Hence, function Υ is bounded. Now, we will show that the function Υ satisfies all the conditions of Theorem 4.

Define the mapping $\alpha :BC{[0,\infty )}^2\to [0,\infty )$ by

$$\alpha ({\zeta }_1,{\zeta }_2)=\left\{\begin{array}{cc}1,\hfill & \mathrm{if}{\zeta }_1\le {\zeta }_2\hfill \\ 0,\hfill & \mathrm{otherwise}.\hfill \end{array}\right.$$

In view of assumption $\left(d\right)$, f is an α-admissible mapping. Let ${\zeta }_1,{\zeta }_2,{\zeta }_3,\dots ,{\zeta }_k$ be some elements of $BC[0,\infty )$ with ${\zeta }_1\le {\zeta }_2\le {\zeta }_3\le \dots \le {\zeta }_k$. Then, we have

$$\begin{array}{c}\underset{1\le i\le k}{min}\left\{\alpha ({\zeta }_i,{\zeta }_{i+1})\right\}d({\rm Y}({\zeta }_1,{\zeta }_2,\dots ,{\zeta }_k),{\rm Y}({\zeta }_2,{\zeta }_3,\dots ,{\zeta }_{k+1}))\hfill \\ =|{\rm Y}({\zeta }_1,{\zeta }_2,\dots ,{\zeta }_k)-{\rm Y}({\zeta }_2,{\zeta }_3,\dots ,{\zeta }_{k+1})|\hfill \\ \le |f\left(t,{\int }_0^{\varrho }g(t,\vartheta ,{\zeta }_1\left(\rho \left(\vartheta \right)\right),\dots ,{\zeta }_k\left(\rho \left(\vartheta \right)\right))d\vartheta \right)-f\left(t,{\int }_0^{\varrho }g(t,\vartheta ,{\zeta }_2\left(\rho \left(\vartheta \right)\right),\dots ,{\zeta }_{k+1}\left(\rho \left(\vartheta \right)\right))d\vartheta \right)|\hfill \\ \le \left|{\int }_0^{\varrho }|g(t,\vartheta ,{\zeta }_1\left(\rho \left(\vartheta \right)\right),\dots ,{\zeta }_k\left(\rho \left(\vartheta \right)\right))-g(t,\vartheta ,{\zeta }_2\left(\rho \left(\vartheta \right)\right),\dots ,{\zeta }_{k+1}\left(\rho \left(\vartheta \right)\right))|d\vartheta \right|\hfill \\ \le \varrho \left(t\right)\psi \left(\underset{1\le i\le k}{max}\left\{d({\zeta }_i,{\zeta }_{i+1})\right\}\right)\hfill \\ \le \psi \left(\underset{1\le i\le k}{max}\left\{d({\zeta }_i,{\zeta }_{i+1})\right\}\right).\hfill \end{array}$$

Hence, all the conditions of Theorem 4 are satisfied.

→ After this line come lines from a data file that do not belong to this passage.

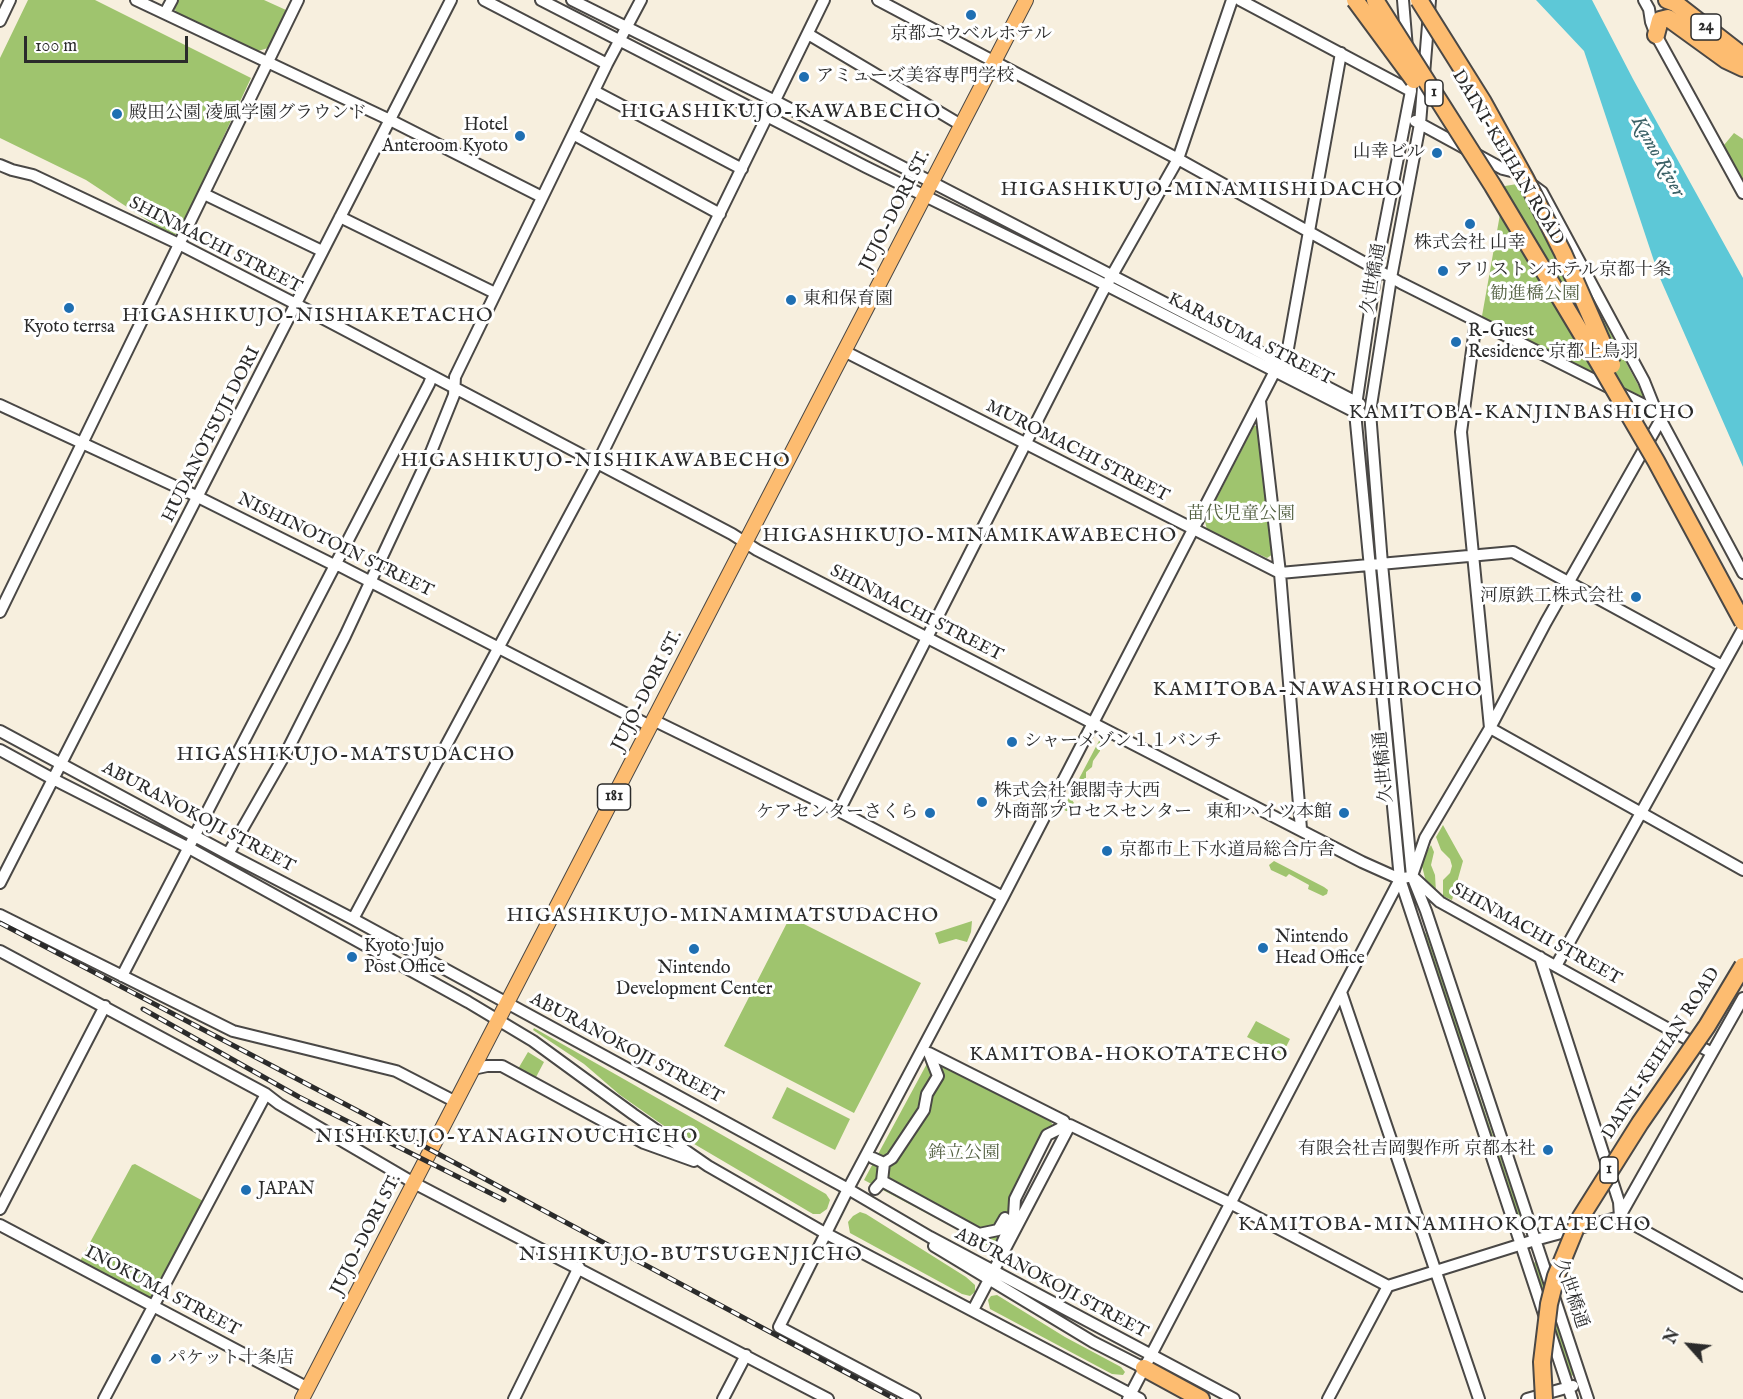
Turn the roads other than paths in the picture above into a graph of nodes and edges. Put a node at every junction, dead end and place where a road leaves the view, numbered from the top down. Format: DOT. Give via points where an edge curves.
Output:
graph roads {
  1 [pos="10,0"];
  2 [pos="136,0"];
  3 [pos="172,0"];
  4 [pos="298,0"];
  5 [pos="450,0"];
  6 [pos="484,0"];
  7 [pos="541,0"];
  8 [pos="572,0"];
  9 [pos="641,0"];
  10 [pos="824,0"];
  11 [pos="878,0"];
  12 [pos="1026,0"];
  13 [pos="1232,0"];
  14 [pos="1240,0"];
  15 [pos="1355,0"];
  16 [pos="1375,0"];
  17 [pos="1386,0"];
  18 [pos="1403,0"];
  19 [pos="1419,0"];
  20 [pos="1430,0"];
  21 [pos="1644,0"];
  22 [pos="1667,0"];
  23 [pos="165,14"];
  24 [pos="0,21"];
  25 [pos="627,28"];
  26 [pos="808,34"];
  27 [pos="1656,35"];
  28 [pos="620,40"];
  29 [pos="1341,53"];
  30 [pos="1743,56"];
  31 [pos="994,61"];
  32 [pos="268,62"];
  33 [pos="607,64"];
  34 [pos="1743,69"];
  35 [pos="594,91"];
  36 [pos="1411,91"];
  37 [pos="775,101"];
  38 [pos="768,116"];
  39 [pos="1406,118"];
  40 [pos="390,120"];
  41 [pos="961,124"];
  42 [pos="1420,124"];
  43 [pos="573,134"];
  44 [pos="1178,159"];
  45 [pos="0,165"];
  46 [pos="742,169"];
  47 [pos="1493,186"];
  48 [pos="928,189"];
  49 [pos="1743,193"];
  50 [pos="204,194"];
  51 [pos="542,196"];
  52 [pos="720,214"];
  53 [pos="340,217"];
  54 [pos="1308,232"];
  55 [pos="179,244"];
  56 [pos="322,251"];
  57 [pos="1376,270"];
  58 [pos="1391,278"];
  59 [pos="1109,280"];
  60 [pos="495,293"];
  61 [pos="296,305"];
  62 [pos="1476,321"];
  63 [pos="844,351"];
  64 [pos="1280,368"];
  65 [pos="432,376"];
  66 [pos="1622,385"];
  67 [pos="454,388"];
  68 [pos="1260,400"];
  69 [pos="0,405"];
  70 [pos="1356,406"];
  71 [pos="1370,411"];
  72 [pos="1658,416"];
  73 [pos="82,443"];
  74 [pos="1026,444"];
  75 [pos="597,464"];
  76 [pos="198,497"];
  77 [pos="1194,530"];
  78 [pos="745,542"];
  79 [pos="1472,554"];
  80 [pos="1382,564"];
  81 [pos="334,565"];
  82 [pos="1370,565"];
  83 [pos="1280,573"];
  84 [pos="1743,573"];
  85 [pos="1569,581"];
  86 [pos="370,582"];
  87 [pos="1727,593"];
  88 [pos="0,612"];
  89 [pos="1743,622"];
  90 [pos="1743,629"];
  91 [pos="927,638"];
  92 [pos="498,646"];
  93 [pos="1722,666"];
  94 [pos="652,723"];
  95 [pos="1093,724"];
  96 [pos="1490,728"];
  97 [pos="0,730"];
  98 [pos="0,750"];
  99 [pos="61,764"];
  100 [pos="54,779"];
  101 [pos="839,811"];
  102 [pos="1641,813"];
  103 [pos="1301,829"];
  104 [pos="195,836"];
  105 [pos="189,848"];
  106 [pos="228,854"];
  107 [pos="1743,870"];
  108 [pos="1412,876"];
  109 [pos="1400,879"];
  110 [pos="0,883"];
  111 [pos="1003,897"];
  112 [pos="0,915"];
  113 [pos="353,919"];
  114 [pos="0,951"];
  115 [pos="1540,957"];
  116 [pos="1556,966"];
  117 [pos="1743,966"];
  118 [pos="122,976"];
  119 [pos="1341,992"];
  120 [pos="1743,998"];
  121 [pos="507,1004"];
  122 [pos="105,1006"];
  123 [pos="498,1020"];
  124 [pos="1712,1053"];
  125 [pos="473,1069"];
  126 [pos="1479,1074"];
  127 [pos="1465,1079"];
  128 [pos="266,1094"];
  129 [pos="456,1102"];
  130 [pos="708,1166"];
  131 [pos="414,1182"];
  132 [pos="848,1189"];
  133 [pos="1015,1199"];
  134 [pos="1230,1203"];
  135 [pos="0,1209"];
  136 [pos="1620,1217"];
  137 [pos="0,1225"];
  138 [pos="825,1233"];
  139 [pos="1535,1240"];
  140 [pos="1520,1244"];
  141 [pos="996,1254"];
  142 [pos="579,1267"];
  143 [pos="1436,1272"];
  144 [pos="992,1275"];
  145 [pos="1388,1286"];
  146 [pos="1743,1286"];
  147 [pos="153,1306"];
  148 [pos="974,1310"];
  149 [pos="746,1355"];
  150 [pos="1147,1362"];
  151 [pos="1583,1383"];
  152 [pos="1568,1387"];
  153 [pos="305,1394"];
  154 [pos="1133,1397"];
  155 [pos="104,1399"];
  156 [pos="514,1399"];
  157 [pos="723,1399"];
  158 [pos="828,1399"];
  159 [pos="915,1399"];
  160 [pos="1201,1399"];
  161 [pos="1234,1399"];
  162 [pos="1328,1399"];
  163 [pos="1479,1399"];
  164 [pos="1527,1399"];
  165 [pos="1544,1399"];
  166 [pos="1572,1399"];
  167 [pos="1588,1399"];
  1 -- 24 [label="street"];
  2 -- 23 [label="street"];
  3 -- 23 [label="street"];
  4 -- 32 [label="street"];
  5 -- 40 [label="street, HUDANOTSUJI DORI"];
  6 -- 33 [label="street"];
  7 -- 28 [label="street, KARASUMA STREET"];
  8 -- 25 [label="street, KARASUMA STREET"];
  9 -- 25 [label="street"];
  10 -- 26 [label="street"];
  11 -- 31 [label="street"];
  12 -- 31 [label="main road, JUJO-DORI ST. / 181"];
  13 -- 44 [label="street"];
  14 -- 29 [label="street"];
  15 -- 47 [label="highway, bridge"];
  16 -- 47 [label="highway, DAINI-KEIHAN ROAD / 1, bridge"];
  17 -- 66 [label="highway, DAINI-KEIHAN ROAD / 1, bridge"];
  18 -- 36 [label="street, 久世橋通"];
  19 -- 66 [label="highway, bridge" via="1525,178"];
  20 -- 42 [label="street, 久世橋通"];
  21 -- 27 [label="street"];
  22 -- 30 [label="highway, 24"];
  23 -- 32 [label="street"];
  25 -- 28 [label="street"];
  25 -- 37 [label="street, KARASUMA STREET"];
  26 -- 37 [label="street"];
  26 -- 41 [label="street"];
  27 -- 34 [label="highway" via="1660,20 1668,18"];
  27 -- 49 [label="street"];
  28 -- 33 [label="street"];
  28 -- 38 [label="street, KARASUMA STREET"];
  29 -- 36 [label="street"];
  29 -- 54 [label="street"];
  31 -- 41 [label="main road, JUJO-DORI ST. / 181"];
  31 -- 44 [label="street"];
  32 -- 40 [label="street"];
  32 -- 50 [label="street"];
  33 -- 35 [label="street"];
  35 -- 43 [label="street"];
  35 -- 46 [label="street"];
  36 -- 39 [label="street, 久世橋通"];
  37 -- 38 [label="street"];
  37 -- 48 [label="street, KARASUMA STREET"];
  38 -- 46 [label="street"];
  38 -- 48 [label="street, KARASUMA STREET"];
  39 -- 42 [label="street"];
  39 -- 57 [label="street, 久世橋通"];
  40 -- 51 [label="street"];
  40 -- 53 [label="street, HUDANOTSUJI DORI"];
  41 -- 48 [label="main road, JUJO-DORI ST. / 181"];
  42 -- 58 [label="street, 久世橋通"];
  42 -- 72 [label="street" via="1515,172 1542,192 1644,381"];
  43 -- 51 [label="street"];
  43 -- 52 [label="street"];
  44 -- 54 [label="street"];
  44 -- 59 [label="street"];
  45 -- 55 [label="street, SHINMACHI STREET" via="33,175"];
  46 -- 52 [label="street"];
  47 -- 87 [label="highway, DAINI-KEIHAN ROAD / 1, bridge" via="1650,451"];
  48 -- 59 [label="street, KARASUMA STREET"];
  48 -- 63 [label="main road, JUJO-DORI ST. / 181"];
  50 -- 55 [label="street"];
  50 -- 56 [label="street"];
  51 -- 60 [label="street"];
  52 -- 75 [label="street"];
  53 -- 56 [label="street, HUDANOTSUJI DORI"];
  53 -- 60 [label="street"];
  54 -- 57 [label="street"];
  54 -- 64 [label="street"];
  55 -- 61 [label="street, SHINMACHI STREET"];
  55 -- 73 [label="street"];
  56 -- 61 [label="street, HUDANOTSUJI DORI"];
  57 -- 58 [label="street"];
  57 -- 70 [label="street, 久世橋通"];
  58 -- 62 [label="street"];
  58 -- 71 [label="street, 久世橋通"];
  59 -- 64 [label="street, KARASUMA STREET"];
  59 -- 74 [label="street"];
  60 -- 67 [label="street" via="455,376"];
  61 -- 65 [label="street, SHINMACHI STREET"];
  61 -- 76 [label="street, HUDANOTSUJI DORI"];
  62 -- 72 [label="street"];
  62 -- 79 [label="street" via="1461,432"];
  63 -- 74 [label="street, MUROMACHI STREET"];
  63 -- 78 [label="main road, JUJO-DORI ST. / 181"];
  64 -- 68 [label="street"];
  64 -- 70 [label="street, KARASUMA STREET"];
  65 -- 67 [label="street, SHINMACHI STREET"];
  65 -- 81 [label="street"];
  66 -- 87 [label="highway, DAINI-KEIHAN ROAD / 1, bridge" via="1696,523"];
  67 -- 75 [label="street, SHINMACHI STREET"];
  67 -- 86 [label="street" via="431,452"];
  68 -- 77 [label="street"];
  68 -- 83 [label="street"];
  69 -- 73 [label="street, NISHINOTOIN STREET"];
  70 -- 71 [label="street"];
  70 -- 82 [label="street, 久世橋通"];
  71 -- 80 [label="street, 久世橋通"];
  72 -- 84 [label="street"];
  72 -- 85 [label="street"];
  73 -- 76 [label="street, NISHINOTOIN STREET"];
  73 -- 88 [label="street"];
  74 -- 77 [label="street, MUROMACHI STREET"];
  74 -- 91 [label="street"];
  75 -- 78 [label="street, SHINMACHI STREET"];
  75 -- 92 [label="street"];
  76 -- 81 [label="street, NISHINOTOIN STREET"];
  76 -- 99 [label="street, HUDANOTSUJI DORI"];
  77 -- 83 [label="street, MUROMACHI STREET"];
  77 -- 95 [label="street"];
  78 -- 91 [label="street, SHINMACHI STREET"];
  78 -- 94 [label="main road, JUJO-DORI ST. / 181"];
  79 -- 80 [label="street"];
  79 -- 85 [label="street" via="1513,552"];
  79 -- 96 [label="street"];
  80 -- 82 [label="street"];
  80 -- 108 [label="street, 久世橋通"];
  81 -- 86 [label="street, NISHINOTOIN STREET"];
  81 -- 104 [label="street"];
  82 -- 83 [label="street"];
  82 -- 109 [label="street, 久世橋通"];
  83 -- 103 [label="street"];
  85 -- 93 [label="street"];
  85 -- 96 [label="street"];
  86 -- 92 [label="street, NISHINOTOIN STREET"];
  86 -- 106 [label="street" via="302,722"];
  87 -- 89 [label="highway, DAINI-KEIHAN ROAD / 1, bridge"];
  90 -- 93 [label="street"];
  91 -- 95 [label="street, SHINMACHI STREET"];
  91 -- 101 [label="street"];
  92 -- 94 [label="street, NISHINOTOIN STREET"];
  92 -- 113 [label="street"];
  93 -- 102 [label="street"];
  94 -- 101 [label="street, NISHINOTOIN STREET"];
  94 -- 121 [label="main road, JUJO-DORI ST. / 181"];
  95 -- 103 [label="street, SHINMACHI STREET"];
  95 -- 111 [label="street"];
  96 -- 102 [label="street"];
  96 -- 108 [label="street" via="1425,838"];
  97 -- 99 [label="street, ABURANOKOJI STREET"];
  98 -- 100 [label="street, ABURANOKOJI STREET"];
  99 -- 100 [label="street, HUDANOTSUJI DORI"];
  99 -- 104 [label="street, ABURANOKOJI STREET"];
  100 -- 105 [label="street, ABURANOKOJI STREET"];
  100 -- 110 [label="street, HUDANOTSUJI DORI"];
  101 -- 111 [label="street, NISHINOTOIN STREET"];
  102 -- 107 [label="street"];
  102 -- 116 [label="street"];
  103 -- 109 [label="street, SHINMACHI STREET"];
  104 -- 105 [label="street"];
  104 -- 106 [label="street, ABURANOKOJI STREET"];
  105 -- 118 [label="street"];
  105 -- 123 [label="street, ABURANOKOJI STREET"];
  106 -- 113 [label="street, ABURANOKOJI STREET"];
  108 -- 109 [label="street"];
  108 -- 115 [label="street, SHINMACHI STREET" via="1440,902"];
  108 -- 126 [label="street, 久世橋通"];
  109 -- 119 [label="street"];
  109 -- 127 [label="street, 久世橋通"];
  111 -- 132 [label="street"];
  112 -- 118 [label="street"];
  113 -- 121 [label="street, ABURANOKOJI STREET"];
  114 -- 122 [label="street"];
  115 -- 116 [label="street, SHINMACHI STREET"];
  115 -- 136 [label="street" via="1619,1202"];
  116 -- 124 [label="street, SHINMACHI STREET"];
  117 -- 165 [label="highway, DAINI-KEIHAN ROAD / 1, bridge" via="1579,1220 1549,1304 1542,1362"];
  118 -- 129 [label="street" via="233,1031 396,1071"];
  119 -- 134 [label="street"];
  119 -- 143 [label="street"];
  120 -- 124 [label="street"];
  121 -- 123 [label="main road, JUJO-DORI ST. / 181"];
  121 -- 132 [label="street, ABURANOKOJI STREET"];
  122 -- 128 [label="street"];
  122 -- 135 [label="street"];
  123 -- 125 [label="main road, JUJO-DORI ST. / 181"];
  123 -- 130 [label="street, ABURANOKOJI STREET"];
  124 -- 136 [label="street"];
  125 -- 129 [label="main road, JUJO-DORI ST. / 181"];
  125 -- 130 [label="street" via="502,1066 644,1143"];
  126 -- 127 [label="street"];
  126 -- 139 [label="street, 久世橋通"];
  127 -- 140 [label="street, 久世橋通"];
  128 -- 131 [label="street"];
  128 -- 147 [label="street"];
  129 -- 131 [label="main road, JUJO-DORI ST. / 181"];
  130 -- 138 [label="street, ABURANOKOJI STREET"];
  131 -- 142 [label="street"];
  131 -- 153 [label="main road, JUJO-DORI ST. / 181"];
  132 -- 138 [label="street"];
  132 -- 144 [label="street, ABURANOKOJI STREET"];
  133 -- 133 [label="street" via="1047,1135 1061,1128 1064,1121 928,1053 938,1076 927,1094 924,1110 892,1158 878,1160 879,1185 979,1233 998,1230"];
  133 -- 141 [label="street" via="1014,1216"];
  134 -- 144 [label="street" via="1070,1125"];
  134 -- 145 [label="street"];
  134 -- 150 [label="street"];
  136 -- 139 [label="street"];
  136 -- 146 [label="street"];
  137 -- 147 [label="street, INOKUMA STREET"];
  138 -- 148 [label="street, ABURANOKOJI STREET"];
  138 -- 159 [label="street" via="779,1327"];
  139 -- 140 [label="street"];
  139 -- 151 [label="street, 久世橋通"];
  140 -- 143 [label="street"];
  140 -- 152 [label="street, 久世橋通"];
  142 -- 149 [label="street"];
  142 -- 156 [label="street"];
  143 -- 145 [label="street"];
  143 -- 163 [label="street"];
  144 -- 148 [label="street"];
  144 -- 150 [label="street, ABURANOKOJI STREET" via="1093,1342"];
  145 -- 162 [label="street"];
  147 -- 153 [label="street, INOKUMA STREET"];
  147 -- 155 [label="street"];
  148 -- 154 [label="street, ABURANOKOJI STREET"];
  149 -- 157 [label="street"];
  149 -- 158 [label="street"];
  150 -- 154 [label="street"];
  150 -- 160 [label="highway"];
  150 -- 161 [label="street, ABURANOKOJI STREET"];
  151 -- 152 [label="street"];
  151 -- 167 [label="street, 久世橋通"];
  152 -- 164 [label="street"];
  152 -- 166 [label="street, 久世橋通"];
}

Therefore, applying Theorem 4, we obtain that Υ has a CP, which implies that the integral equation has a solution in $BC[0,\infty )$. □

7. Conclusions

In this paper, we introduced the concept of $\alpha$-$\psi$ contraction mappings and utilized the same to establish some coincidence and common fixed-point theorems. Besides giving some examples pointing to the new development, we have also provided an application to solve a family of integral equations that certifies the importance of our newly proven results. Many well-known coincidence and fixed-point results in the literature are deduced from our results. By slightly changing the associated conditions, the approach presented in our study can be used for a variety of comparatively weaker contractions (e.g., Prešić–Reich type, Prešić–Hardy-Rogers type). As a consequence, similar outcomes are possible in the near future.